> Given information
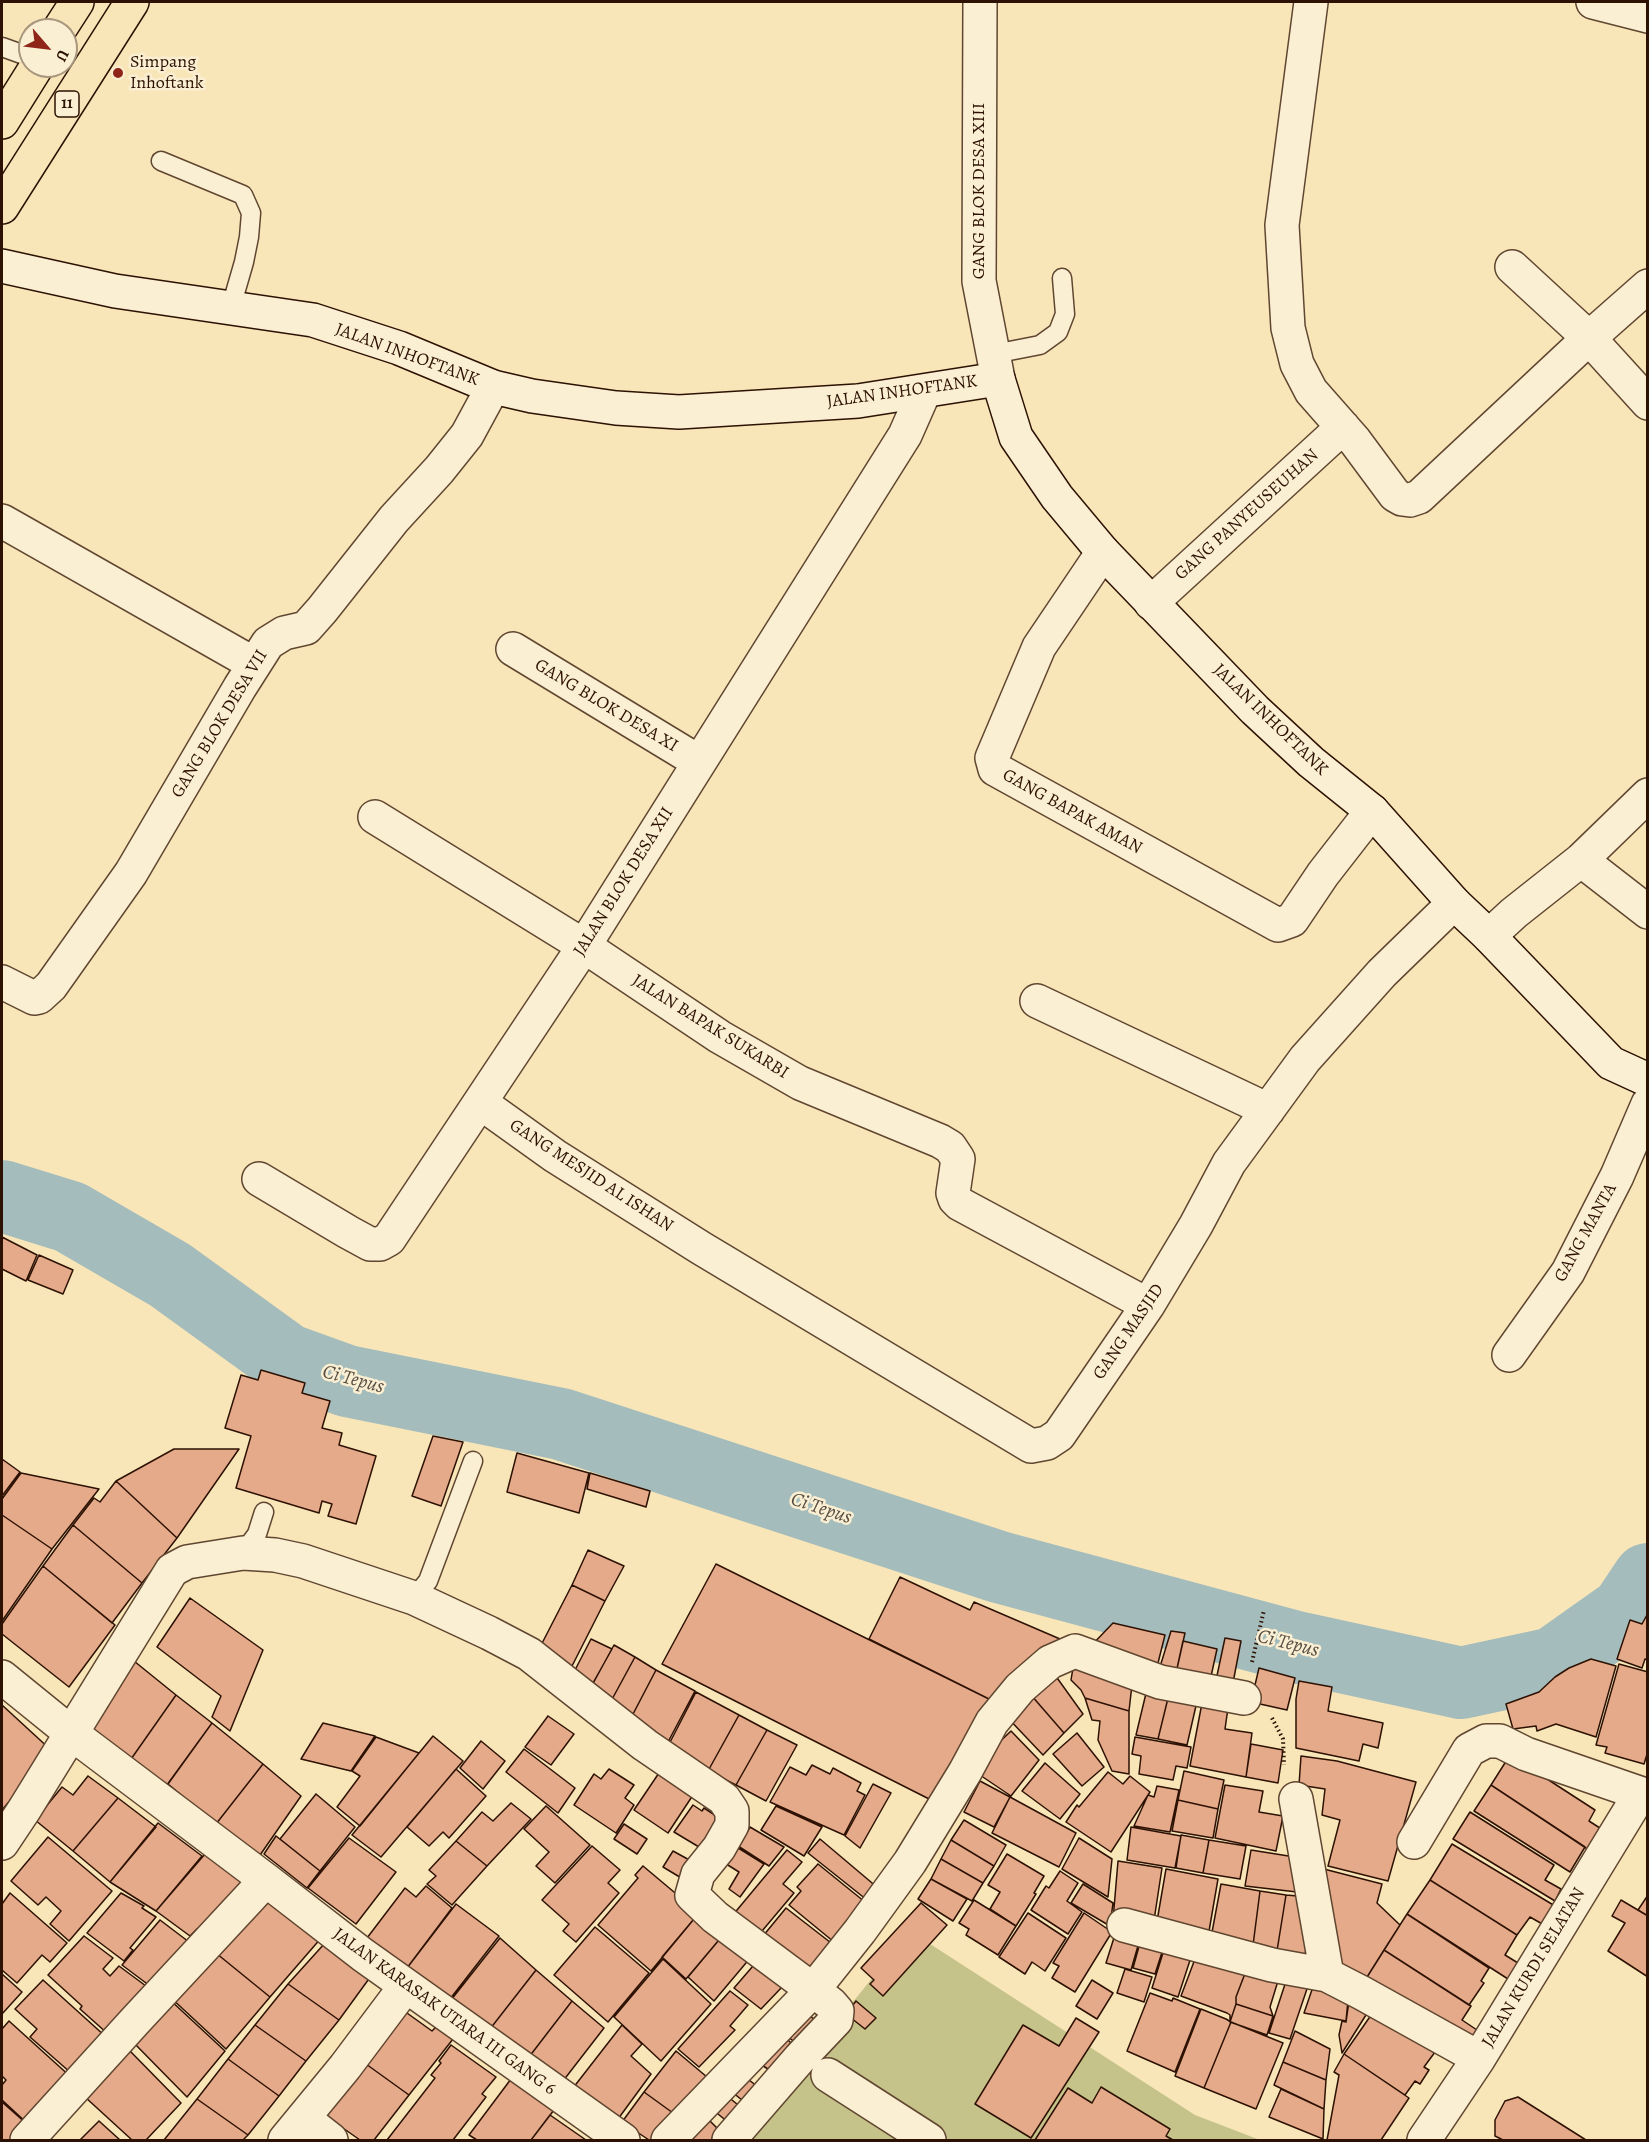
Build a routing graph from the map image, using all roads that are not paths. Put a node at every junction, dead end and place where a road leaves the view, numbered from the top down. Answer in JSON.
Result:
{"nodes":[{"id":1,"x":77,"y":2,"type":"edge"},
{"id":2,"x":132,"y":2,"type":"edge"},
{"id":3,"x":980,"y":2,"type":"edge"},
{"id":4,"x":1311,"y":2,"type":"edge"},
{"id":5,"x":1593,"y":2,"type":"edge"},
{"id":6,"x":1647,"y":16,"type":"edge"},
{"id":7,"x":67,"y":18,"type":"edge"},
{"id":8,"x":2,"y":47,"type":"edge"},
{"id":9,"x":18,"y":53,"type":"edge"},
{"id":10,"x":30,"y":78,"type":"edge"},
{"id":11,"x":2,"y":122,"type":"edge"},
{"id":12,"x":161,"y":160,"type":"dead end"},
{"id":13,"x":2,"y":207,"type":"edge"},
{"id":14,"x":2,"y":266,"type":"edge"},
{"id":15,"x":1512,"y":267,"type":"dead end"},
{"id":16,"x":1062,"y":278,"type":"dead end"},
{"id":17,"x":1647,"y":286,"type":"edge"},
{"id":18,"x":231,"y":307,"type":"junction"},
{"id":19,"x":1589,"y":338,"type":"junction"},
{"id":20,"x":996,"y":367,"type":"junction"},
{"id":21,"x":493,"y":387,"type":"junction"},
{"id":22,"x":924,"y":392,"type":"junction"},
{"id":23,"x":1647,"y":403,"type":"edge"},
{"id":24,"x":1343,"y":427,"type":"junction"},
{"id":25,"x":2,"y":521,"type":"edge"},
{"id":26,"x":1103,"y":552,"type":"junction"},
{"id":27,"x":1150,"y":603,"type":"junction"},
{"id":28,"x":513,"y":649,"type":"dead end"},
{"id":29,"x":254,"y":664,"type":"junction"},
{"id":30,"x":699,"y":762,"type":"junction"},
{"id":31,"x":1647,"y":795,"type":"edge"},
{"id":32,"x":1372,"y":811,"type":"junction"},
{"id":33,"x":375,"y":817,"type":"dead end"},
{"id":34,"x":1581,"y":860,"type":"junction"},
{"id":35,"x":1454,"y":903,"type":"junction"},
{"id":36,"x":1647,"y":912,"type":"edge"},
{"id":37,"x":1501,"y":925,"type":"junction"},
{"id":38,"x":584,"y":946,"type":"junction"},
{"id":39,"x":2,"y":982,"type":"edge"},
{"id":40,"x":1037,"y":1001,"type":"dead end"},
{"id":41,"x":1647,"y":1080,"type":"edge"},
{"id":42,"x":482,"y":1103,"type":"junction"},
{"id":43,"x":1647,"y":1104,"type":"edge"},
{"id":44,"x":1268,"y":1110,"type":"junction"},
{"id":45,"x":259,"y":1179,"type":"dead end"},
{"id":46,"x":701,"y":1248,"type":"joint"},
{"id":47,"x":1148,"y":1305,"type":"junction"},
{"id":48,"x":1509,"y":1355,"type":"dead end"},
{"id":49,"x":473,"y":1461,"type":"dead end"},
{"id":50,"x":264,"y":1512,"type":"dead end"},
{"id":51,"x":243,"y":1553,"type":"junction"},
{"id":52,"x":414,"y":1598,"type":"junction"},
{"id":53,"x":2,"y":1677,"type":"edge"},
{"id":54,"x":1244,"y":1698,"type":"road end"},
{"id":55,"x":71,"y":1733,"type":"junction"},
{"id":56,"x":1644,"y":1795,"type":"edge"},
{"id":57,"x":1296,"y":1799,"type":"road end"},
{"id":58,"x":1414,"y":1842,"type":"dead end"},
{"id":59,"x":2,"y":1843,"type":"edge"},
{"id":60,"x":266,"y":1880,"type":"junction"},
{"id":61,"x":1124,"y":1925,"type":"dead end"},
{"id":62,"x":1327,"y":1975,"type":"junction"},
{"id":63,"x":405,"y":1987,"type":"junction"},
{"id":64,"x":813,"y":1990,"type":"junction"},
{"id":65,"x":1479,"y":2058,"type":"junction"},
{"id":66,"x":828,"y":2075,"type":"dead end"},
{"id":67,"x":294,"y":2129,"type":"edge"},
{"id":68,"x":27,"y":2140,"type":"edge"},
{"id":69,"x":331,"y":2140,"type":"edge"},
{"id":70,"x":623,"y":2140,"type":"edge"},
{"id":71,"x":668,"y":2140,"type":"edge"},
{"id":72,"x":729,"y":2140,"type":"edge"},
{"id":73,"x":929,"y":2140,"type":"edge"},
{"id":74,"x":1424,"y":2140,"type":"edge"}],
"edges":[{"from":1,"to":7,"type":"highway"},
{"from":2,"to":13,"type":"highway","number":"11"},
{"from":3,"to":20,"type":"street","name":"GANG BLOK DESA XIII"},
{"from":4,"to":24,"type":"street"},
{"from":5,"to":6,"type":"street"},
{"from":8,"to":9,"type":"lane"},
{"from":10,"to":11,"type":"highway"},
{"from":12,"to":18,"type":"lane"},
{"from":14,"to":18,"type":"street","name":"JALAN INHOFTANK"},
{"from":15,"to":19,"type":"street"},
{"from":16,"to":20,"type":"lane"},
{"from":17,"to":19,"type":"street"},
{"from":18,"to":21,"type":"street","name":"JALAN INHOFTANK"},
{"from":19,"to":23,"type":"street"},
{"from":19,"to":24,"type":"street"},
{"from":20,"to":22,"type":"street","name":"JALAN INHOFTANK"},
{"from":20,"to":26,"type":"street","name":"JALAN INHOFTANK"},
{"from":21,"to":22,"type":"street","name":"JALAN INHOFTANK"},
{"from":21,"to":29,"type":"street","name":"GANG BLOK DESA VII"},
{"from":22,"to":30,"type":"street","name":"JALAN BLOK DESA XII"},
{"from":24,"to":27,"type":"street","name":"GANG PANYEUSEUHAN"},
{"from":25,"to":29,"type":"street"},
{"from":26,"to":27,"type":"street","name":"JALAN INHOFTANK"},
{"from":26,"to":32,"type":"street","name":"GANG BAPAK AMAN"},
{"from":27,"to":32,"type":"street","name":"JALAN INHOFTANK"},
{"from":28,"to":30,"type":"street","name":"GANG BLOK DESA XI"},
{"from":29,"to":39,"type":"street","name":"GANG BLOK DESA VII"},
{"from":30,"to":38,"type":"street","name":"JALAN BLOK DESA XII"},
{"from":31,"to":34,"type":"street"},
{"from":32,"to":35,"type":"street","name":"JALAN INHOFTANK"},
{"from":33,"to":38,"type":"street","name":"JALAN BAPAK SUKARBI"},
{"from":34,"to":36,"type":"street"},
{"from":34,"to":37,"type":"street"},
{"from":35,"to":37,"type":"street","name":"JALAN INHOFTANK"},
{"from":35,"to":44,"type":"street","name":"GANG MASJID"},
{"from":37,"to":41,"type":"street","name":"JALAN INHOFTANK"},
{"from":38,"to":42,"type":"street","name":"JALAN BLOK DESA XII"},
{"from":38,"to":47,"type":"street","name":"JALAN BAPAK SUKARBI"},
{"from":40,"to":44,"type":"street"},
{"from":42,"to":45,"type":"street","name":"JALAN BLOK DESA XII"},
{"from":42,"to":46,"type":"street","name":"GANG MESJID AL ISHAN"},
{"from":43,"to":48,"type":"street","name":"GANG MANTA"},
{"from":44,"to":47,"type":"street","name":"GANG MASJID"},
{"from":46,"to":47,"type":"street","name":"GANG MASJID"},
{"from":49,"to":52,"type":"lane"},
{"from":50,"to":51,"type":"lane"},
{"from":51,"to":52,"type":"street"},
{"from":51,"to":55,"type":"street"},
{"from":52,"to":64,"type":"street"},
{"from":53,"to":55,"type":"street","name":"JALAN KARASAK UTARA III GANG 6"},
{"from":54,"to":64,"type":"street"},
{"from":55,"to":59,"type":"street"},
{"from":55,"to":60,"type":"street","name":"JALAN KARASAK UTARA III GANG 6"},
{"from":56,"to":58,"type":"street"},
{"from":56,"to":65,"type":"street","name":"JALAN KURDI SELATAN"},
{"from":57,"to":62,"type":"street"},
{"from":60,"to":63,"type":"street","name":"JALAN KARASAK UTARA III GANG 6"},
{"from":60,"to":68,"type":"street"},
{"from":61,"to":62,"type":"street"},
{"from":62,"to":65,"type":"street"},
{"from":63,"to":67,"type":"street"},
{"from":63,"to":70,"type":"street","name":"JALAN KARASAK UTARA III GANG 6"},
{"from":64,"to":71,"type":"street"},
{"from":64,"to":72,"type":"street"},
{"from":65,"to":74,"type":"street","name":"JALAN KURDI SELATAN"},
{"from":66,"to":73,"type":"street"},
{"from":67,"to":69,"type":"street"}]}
---
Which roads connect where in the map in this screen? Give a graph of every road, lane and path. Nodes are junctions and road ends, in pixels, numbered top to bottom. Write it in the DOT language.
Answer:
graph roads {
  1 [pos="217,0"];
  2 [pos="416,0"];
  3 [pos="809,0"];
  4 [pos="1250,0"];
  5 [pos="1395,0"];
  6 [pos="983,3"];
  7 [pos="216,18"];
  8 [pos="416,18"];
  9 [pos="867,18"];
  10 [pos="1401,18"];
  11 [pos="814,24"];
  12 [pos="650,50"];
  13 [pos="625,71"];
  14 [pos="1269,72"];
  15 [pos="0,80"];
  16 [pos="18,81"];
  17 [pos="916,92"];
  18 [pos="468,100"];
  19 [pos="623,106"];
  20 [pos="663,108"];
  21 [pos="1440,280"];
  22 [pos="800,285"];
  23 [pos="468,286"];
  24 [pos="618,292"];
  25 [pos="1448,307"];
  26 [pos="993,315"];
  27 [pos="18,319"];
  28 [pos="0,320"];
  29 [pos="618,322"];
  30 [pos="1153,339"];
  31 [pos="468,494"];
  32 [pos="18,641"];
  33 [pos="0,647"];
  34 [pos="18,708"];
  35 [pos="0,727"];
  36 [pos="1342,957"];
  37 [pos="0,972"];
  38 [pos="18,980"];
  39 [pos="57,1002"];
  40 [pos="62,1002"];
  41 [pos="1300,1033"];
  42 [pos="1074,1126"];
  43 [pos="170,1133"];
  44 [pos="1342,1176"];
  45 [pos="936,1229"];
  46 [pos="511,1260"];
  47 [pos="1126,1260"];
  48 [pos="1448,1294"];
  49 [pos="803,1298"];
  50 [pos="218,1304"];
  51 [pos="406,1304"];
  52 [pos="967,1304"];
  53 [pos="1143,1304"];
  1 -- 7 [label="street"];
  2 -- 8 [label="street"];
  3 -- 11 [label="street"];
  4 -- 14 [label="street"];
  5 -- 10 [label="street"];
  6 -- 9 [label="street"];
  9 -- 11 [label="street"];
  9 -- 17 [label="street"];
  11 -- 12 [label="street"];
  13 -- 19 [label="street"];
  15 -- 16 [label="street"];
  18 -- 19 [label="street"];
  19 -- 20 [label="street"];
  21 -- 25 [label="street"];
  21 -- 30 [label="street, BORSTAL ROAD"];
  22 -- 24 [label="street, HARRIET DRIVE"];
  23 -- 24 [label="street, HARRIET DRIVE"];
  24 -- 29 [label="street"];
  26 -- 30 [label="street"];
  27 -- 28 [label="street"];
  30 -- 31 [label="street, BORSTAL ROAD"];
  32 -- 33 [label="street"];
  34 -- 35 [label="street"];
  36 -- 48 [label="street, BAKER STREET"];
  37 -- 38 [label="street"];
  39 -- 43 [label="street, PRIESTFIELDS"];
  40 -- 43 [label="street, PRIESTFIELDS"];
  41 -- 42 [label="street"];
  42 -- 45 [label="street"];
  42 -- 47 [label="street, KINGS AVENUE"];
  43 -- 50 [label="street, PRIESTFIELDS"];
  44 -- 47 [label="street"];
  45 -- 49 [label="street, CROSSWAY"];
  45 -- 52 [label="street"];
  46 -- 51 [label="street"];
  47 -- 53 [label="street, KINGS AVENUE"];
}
==
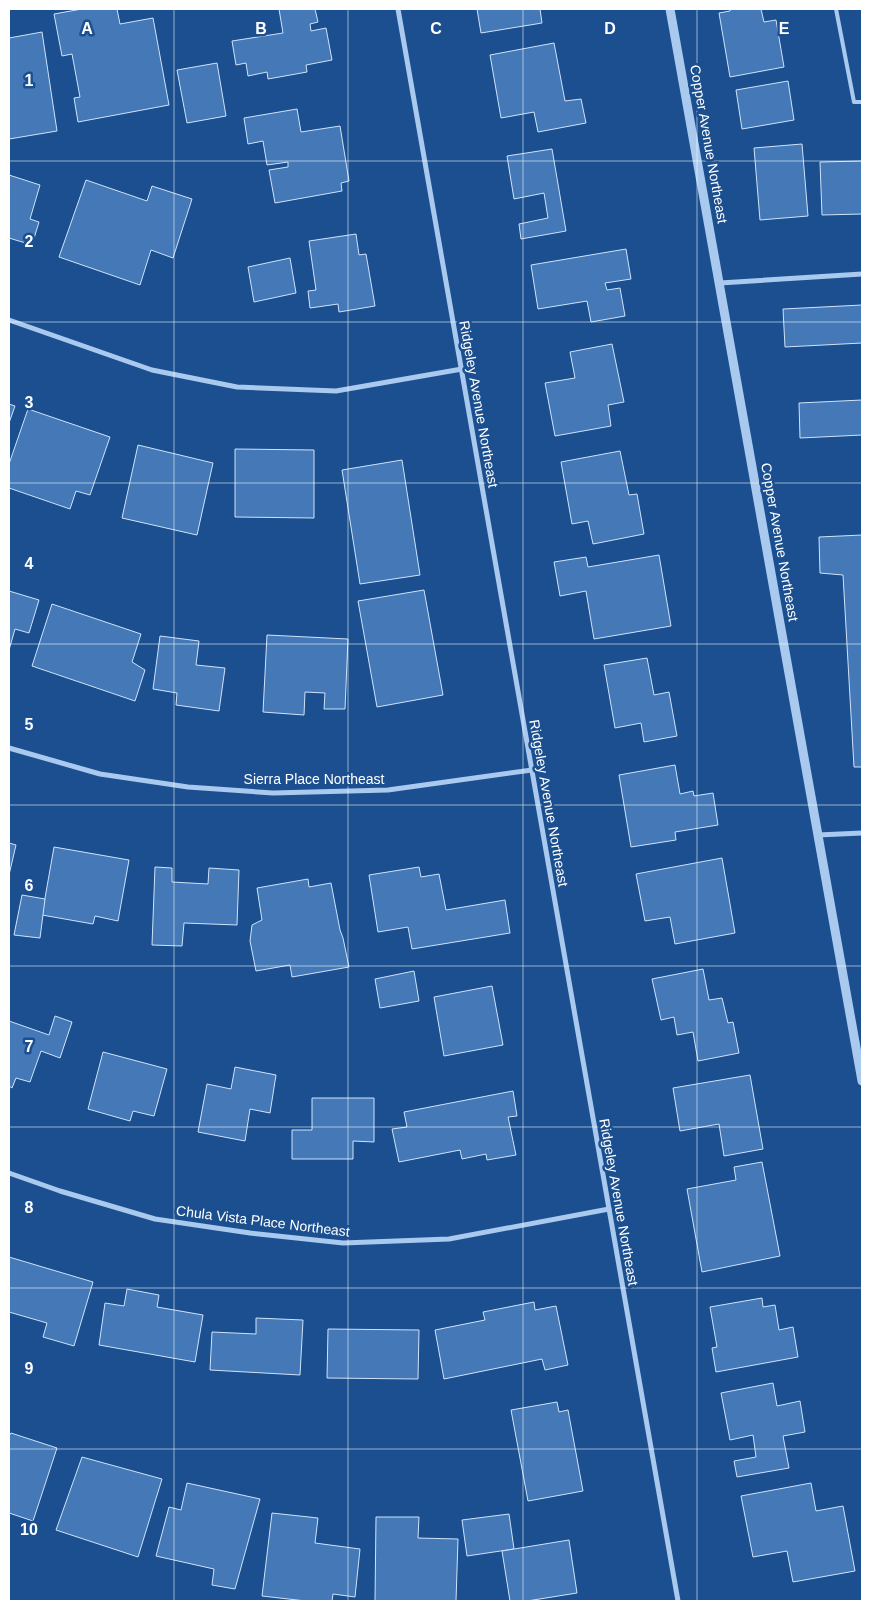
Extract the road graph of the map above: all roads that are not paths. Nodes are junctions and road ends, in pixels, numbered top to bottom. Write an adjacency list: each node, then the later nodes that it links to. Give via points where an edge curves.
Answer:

> What is expected
For the string "ends", show each line of the listing where it appears.

> Answer to this problem
Which roads connect where in the map in this screen? Give a graph of every road, lane and path. Nodes are junctions and road ends, in pixels, numbered top to bottom. Write it in the DOT language.
Extract the road graph of the map above: all roads that are not paths. Nodes are junctions and road ends, in pixels, numbered top to bottom. Write an adjacency list: each node, then the later nodes that it links to. Give via points where an edge curves.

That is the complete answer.